**WORK INSTRUCTION:** The answer must consist of the records, repeated exactly.

**RECORDS FOR THIS TASK:**
********************
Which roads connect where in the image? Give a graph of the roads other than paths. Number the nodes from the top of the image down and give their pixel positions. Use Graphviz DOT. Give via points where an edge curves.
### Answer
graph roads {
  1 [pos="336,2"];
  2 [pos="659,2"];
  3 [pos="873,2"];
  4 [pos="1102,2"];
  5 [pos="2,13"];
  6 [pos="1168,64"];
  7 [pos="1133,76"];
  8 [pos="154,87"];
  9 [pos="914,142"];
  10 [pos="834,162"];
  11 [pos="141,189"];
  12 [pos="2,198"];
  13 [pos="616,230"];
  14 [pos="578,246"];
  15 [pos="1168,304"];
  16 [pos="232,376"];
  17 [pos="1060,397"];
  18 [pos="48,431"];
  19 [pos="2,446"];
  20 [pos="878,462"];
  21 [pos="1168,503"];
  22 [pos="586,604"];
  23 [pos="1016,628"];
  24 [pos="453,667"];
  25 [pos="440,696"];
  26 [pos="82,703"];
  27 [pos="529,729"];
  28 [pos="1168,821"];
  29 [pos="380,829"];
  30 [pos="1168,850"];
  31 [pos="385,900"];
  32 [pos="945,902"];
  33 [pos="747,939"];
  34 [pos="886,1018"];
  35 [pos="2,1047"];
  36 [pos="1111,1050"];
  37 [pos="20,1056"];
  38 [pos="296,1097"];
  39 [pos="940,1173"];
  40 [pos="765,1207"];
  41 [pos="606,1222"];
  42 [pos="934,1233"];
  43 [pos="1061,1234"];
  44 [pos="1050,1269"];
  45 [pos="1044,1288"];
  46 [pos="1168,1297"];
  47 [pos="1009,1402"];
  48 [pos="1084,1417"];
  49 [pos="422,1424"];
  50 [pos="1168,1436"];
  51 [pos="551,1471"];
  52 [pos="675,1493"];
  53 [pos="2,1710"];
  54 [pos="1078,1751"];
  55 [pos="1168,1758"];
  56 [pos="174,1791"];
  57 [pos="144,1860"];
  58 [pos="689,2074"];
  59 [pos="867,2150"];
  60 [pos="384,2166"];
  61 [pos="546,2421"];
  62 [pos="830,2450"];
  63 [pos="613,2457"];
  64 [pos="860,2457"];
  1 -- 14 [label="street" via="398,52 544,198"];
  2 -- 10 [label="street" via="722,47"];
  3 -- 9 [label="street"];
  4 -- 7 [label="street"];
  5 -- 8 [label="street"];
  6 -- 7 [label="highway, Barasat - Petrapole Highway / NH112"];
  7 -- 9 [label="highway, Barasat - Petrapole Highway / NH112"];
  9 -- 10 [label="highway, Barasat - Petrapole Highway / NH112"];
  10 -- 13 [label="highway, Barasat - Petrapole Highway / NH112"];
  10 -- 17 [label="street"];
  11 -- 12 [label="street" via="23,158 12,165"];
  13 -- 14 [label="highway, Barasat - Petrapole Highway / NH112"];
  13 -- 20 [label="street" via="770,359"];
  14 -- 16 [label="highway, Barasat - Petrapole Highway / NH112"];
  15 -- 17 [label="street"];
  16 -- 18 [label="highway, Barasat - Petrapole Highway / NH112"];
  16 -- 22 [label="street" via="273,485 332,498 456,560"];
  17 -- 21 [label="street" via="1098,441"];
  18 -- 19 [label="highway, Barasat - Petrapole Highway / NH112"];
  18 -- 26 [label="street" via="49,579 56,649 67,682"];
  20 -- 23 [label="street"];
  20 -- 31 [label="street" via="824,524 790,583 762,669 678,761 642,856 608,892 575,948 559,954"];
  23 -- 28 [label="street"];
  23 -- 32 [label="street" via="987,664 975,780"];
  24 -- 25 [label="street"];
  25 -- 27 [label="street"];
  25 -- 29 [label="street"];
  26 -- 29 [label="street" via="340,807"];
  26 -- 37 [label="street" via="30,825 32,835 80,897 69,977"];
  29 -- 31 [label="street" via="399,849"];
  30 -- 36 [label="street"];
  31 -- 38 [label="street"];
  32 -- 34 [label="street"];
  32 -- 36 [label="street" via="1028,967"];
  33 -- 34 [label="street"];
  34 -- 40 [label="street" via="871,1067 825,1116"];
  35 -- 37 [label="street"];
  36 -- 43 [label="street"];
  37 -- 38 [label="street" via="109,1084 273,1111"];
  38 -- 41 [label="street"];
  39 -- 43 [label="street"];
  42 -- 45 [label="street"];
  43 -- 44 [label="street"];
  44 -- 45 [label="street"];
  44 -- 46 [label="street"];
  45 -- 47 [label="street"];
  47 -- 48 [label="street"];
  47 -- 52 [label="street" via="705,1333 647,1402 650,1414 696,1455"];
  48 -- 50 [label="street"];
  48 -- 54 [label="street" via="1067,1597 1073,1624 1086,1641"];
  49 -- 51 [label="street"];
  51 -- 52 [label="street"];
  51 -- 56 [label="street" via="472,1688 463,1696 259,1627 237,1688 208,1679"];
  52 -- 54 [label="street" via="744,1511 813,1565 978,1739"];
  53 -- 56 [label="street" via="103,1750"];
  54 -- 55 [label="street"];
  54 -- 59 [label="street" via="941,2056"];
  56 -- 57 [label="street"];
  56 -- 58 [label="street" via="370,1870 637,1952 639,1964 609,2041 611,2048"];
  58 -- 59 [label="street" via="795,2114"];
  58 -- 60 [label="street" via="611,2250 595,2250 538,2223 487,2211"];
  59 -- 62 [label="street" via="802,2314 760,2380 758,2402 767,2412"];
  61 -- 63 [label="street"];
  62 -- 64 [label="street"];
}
********************
**REPLY:**
Which roads connect where in the image? Give a graph of the roads other than paths. Number the nodes from the top of the image down and give their pixel positions. Use Graphviz DOT. Give via points where an edge curves.
### Answer
graph roads {
  1 [pos="336,2"];
  2 [pos="659,2"];
  3 [pos="873,2"];
  4 [pos="1102,2"];
  5 [pos="2,13"];
  6 [pos="1168,64"];
  7 [pos="1133,76"];
  8 [pos="154,87"];
  9 [pos="914,142"];
  10 [pos="834,162"];
  11 [pos="141,189"];
  12 [pos="2,198"];
  13 [pos="616,230"];
  14 [pos="578,246"];
  15 [pos="1168,304"];
  16 [pos="232,376"];
  17 [pos="1060,397"];
  18 [pos="48,431"];
  19 [pos="2,446"];
  20 [pos="878,462"];
  21 [pos="1168,503"];
  22 [pos="586,604"];
  23 [pos="1016,628"];
  24 [pos="453,667"];
  25 [pos="440,696"];
  26 [pos="82,703"];
  27 [pos="529,729"];
  28 [pos="1168,821"];
  29 [pos="380,829"];
  30 [pos="1168,850"];
  31 [pos="385,900"];
  32 [pos="945,902"];
  33 [pos="747,939"];
  34 [pos="886,1018"];
  35 [pos="2,1047"];
  36 [pos="1111,1050"];
  37 [pos="20,1056"];
  38 [pos="296,1097"];
  39 [pos="940,1173"];
  40 [pos="765,1207"];
  41 [pos="606,1222"];
  42 [pos="934,1233"];
  43 [pos="1061,1234"];
  44 [pos="1050,1269"];
  45 [pos="1044,1288"];
  46 [pos="1168,1297"];
  47 [pos="1009,1402"];
  48 [pos="1084,1417"];
  49 [pos="422,1424"];
  50 [pos="1168,1436"];
  51 [pos="551,1471"];
  52 [pos="675,1493"];
  53 [pos="2,1710"];
  54 [pos="1078,1751"];
  55 [pos="1168,1758"];
  56 [pos="174,1791"];
  57 [pos="144,1860"];
  58 [pos="689,2074"];
  59 [pos="867,2150"];
  60 [pos="384,2166"];
  61 [pos="546,2421"];
  62 [pos="830,2450"];
  63 [pos="613,2457"];
  64 [pos="860,2457"];
  1 -- 14 [label="street" via="398,52 544,198"];
  2 -- 10 [label="street" via="722,47"];
  3 -- 9 [label="street"];
  4 -- 7 [label="street"];
  5 -- 8 [label="street"];
  6 -- 7 [label="highway, Barasat - Petrapole Highway / NH112"];
  7 -- 9 [label="highway, Barasat - Petrapole Highway / NH112"];
  9 -- 10 [label="highway, Barasat - Petrapole Highway / NH112"];
  10 -- 13 [label="highway, Barasat - Petrapole Highway / NH112"];
  10 -- 17 [label="street"];
  11 -- 12 [label="street" via="23,158 12,165"];
  13 -- 14 [label="highway, Barasat - Petrapole Highway / NH112"];
  13 -- 20 [label="street" via="770,359"];
  14 -- 16 [label="highway, Barasat - Petrapole Highway / NH112"];
  15 -- 17 [label="street"];
  16 -- 18 [label="highway, Barasat - Petrapole Highway / NH112"];
  16 -- 22 [label="street" via="273,485 332,498 456,560"];
  17 -- 21 [label="street" via="1098,441"];
  18 -- 19 [label="highway, Barasat - Petrapole Highway / NH112"];
  18 -- 26 [label="street" via="49,579 56,649 67,682"];
  20 -- 23 [label="street"];
  20 -- 31 [label="street" via="824,524 790,583 762,669 678,761 642,856 608,892 575,948 559,954"];
  23 -- 28 [label="street"];
  23 -- 32 [label="street" via="987,664 975,780"];
  24 -- 25 [label="street"];
  25 -- 27 [label="street"];
  25 -- 29 [label="street"];
  26 -- 29 [label="street" via="340,807"];
  26 -- 37 [label="street" via="30,825 32,835 80,897 69,977"];
  29 -- 31 [label="street" via="399,849"];
  30 -- 36 [label="street"];
  31 -- 38 [label="street"];
  32 -- 34 [label="street"];
  32 -- 36 [label="street" via="1028,967"];
  33 -- 34 [label="street"];
  34 -- 40 [label="street" via="871,1067 825,1116"];
  35 -- 37 [label="street"];
  36 -- 43 [label="street"];
  37 -- 38 [label="street" via="109,1084 273,1111"];
  38 -- 41 [label="street"];
  39 -- 43 [label="street"];
  42 -- 45 [label="street"];
  43 -- 44 [label="street"];
  44 -- 45 [label="street"];
  44 -- 46 [label="street"];
  45 -- 47 [label="street"];
  47 -- 48 [label="street"];
  47 -- 52 [label="street" via="705,1333 647,1402 650,1414 696,1455"];
  48 -- 50 [label="street"];
  48 -- 54 [label="street" via="1067,1597 1073,1624 1086,1641"];
  49 -- 51 [label="street"];
  51 -- 52 [label="street"];
  51 -- 56 [label="street" via="472,1688 463,1696 259,1627 237,1688 208,1679"];
  52 -- 54 [label="street" via="744,1511 813,1565 978,1739"];
  53 -- 56 [label="street" via="103,1750"];
  54 -- 55 [label="street"];
  54 -- 59 [label="street" via="941,2056"];
  56 -- 57 [label="street"];
  56 -- 58 [label="street" via="370,1870 637,1952 639,1964 609,2041 611,2048"];
  58 -- 59 [label="street" via="795,2114"];
  58 -- 60 [label="street" via="611,2250 595,2250 538,2223 487,2211"];
  59 -- 62 [label="street" via="802,2314 760,2380 758,2402 767,2412"];
  61 -- 63 [label="street"];
  62 -- 64 [label="street"];
}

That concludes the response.